Read Jane and the Canterbury Tale Online
Authors: Stephanie Barron
Tags: #Austeniana, #Female sleuth, #Historical fiction
I
BROKE OFF ABOVE, BECAUSE A SUDDEN SHOUT FROM THE
direction of Bentigh and the Lime Walk roused me from my study—a male shout, full and rich with the satisfaction of discovery. I threw back the bedclothes, stepped to one of the Yellow Room’s great windows, and peered through the glass. I could discern nothing. The consciousness, however, that the party of constables prescribed by Dr. Bredloe, as being best suited to a thorough searching of the murderous ground, must already be established on the Pilgrim’s Way, urged me to throw off my wrapper, don a serviceable gown, wash my face and pin up my curls under a suitable cap for day wear, and search out my spencer. I could not allow such a fine morning for a walk to pass in indolence.
Ten minutes’ brisk exercise brought me up with the search party—rough local men, by the look of them, urged to greater endeavour by a stout individual with a sash of office tied about his chest.
“Good morning, Constable,” I said brightly, as tho’ it were the most natural thing in the world for a lady to be nosing about a scene of murder on a bright October day. “I am Miss Austen, sister to Mr. Knight the Magistrate, you know, who lives at this place. How are your men getting on?”

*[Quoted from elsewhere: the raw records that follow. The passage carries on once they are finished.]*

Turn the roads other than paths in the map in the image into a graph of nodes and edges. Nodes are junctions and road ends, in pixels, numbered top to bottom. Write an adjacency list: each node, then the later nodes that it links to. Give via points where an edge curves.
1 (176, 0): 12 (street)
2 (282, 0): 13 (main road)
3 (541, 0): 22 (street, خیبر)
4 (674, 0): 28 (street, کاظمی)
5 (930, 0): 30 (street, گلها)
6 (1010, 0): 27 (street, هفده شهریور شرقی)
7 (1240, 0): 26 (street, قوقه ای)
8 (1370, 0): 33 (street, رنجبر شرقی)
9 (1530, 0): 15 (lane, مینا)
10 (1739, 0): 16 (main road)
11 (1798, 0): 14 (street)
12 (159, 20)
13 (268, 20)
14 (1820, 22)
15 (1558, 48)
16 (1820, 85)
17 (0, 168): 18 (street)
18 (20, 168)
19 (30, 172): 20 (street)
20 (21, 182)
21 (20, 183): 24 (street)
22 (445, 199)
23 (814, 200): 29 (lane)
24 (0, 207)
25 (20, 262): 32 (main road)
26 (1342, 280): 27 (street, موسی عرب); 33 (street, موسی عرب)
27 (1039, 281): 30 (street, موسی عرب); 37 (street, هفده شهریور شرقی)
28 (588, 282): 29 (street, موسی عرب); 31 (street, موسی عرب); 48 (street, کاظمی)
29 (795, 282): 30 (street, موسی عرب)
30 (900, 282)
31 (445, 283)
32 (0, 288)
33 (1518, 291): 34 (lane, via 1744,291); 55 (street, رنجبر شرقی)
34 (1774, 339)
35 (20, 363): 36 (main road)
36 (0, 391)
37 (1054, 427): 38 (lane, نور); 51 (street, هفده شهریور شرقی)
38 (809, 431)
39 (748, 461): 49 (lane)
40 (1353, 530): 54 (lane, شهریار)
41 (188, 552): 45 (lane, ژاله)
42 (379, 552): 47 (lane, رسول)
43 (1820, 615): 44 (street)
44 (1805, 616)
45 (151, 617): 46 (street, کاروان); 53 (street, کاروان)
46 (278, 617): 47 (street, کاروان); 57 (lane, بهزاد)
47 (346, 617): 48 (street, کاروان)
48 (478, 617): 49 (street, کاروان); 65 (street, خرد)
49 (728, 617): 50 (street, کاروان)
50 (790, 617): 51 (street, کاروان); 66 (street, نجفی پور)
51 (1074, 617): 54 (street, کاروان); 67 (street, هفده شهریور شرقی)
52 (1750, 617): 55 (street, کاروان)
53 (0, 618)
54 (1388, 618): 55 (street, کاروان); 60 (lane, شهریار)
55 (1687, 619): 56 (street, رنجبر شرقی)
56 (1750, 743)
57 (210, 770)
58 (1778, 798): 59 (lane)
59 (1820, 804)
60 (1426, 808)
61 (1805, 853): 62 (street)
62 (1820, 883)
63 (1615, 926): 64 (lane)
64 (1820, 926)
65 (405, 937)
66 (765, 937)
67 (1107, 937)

“Well enough, ma’am,” he returned cautiously. “Well enough. I had the honour to speak with the Magistrate myself this morning, in Canterbury.”
“I am sure you were an immense source of comfort to him.” I offered this flattery with a confiding air. “My brother is desirous that everything to do with this sad affair should be conducted according to the absolute letter of the Law—and to know that
you
are about the search for the spent ball must greatly relieve his mind.”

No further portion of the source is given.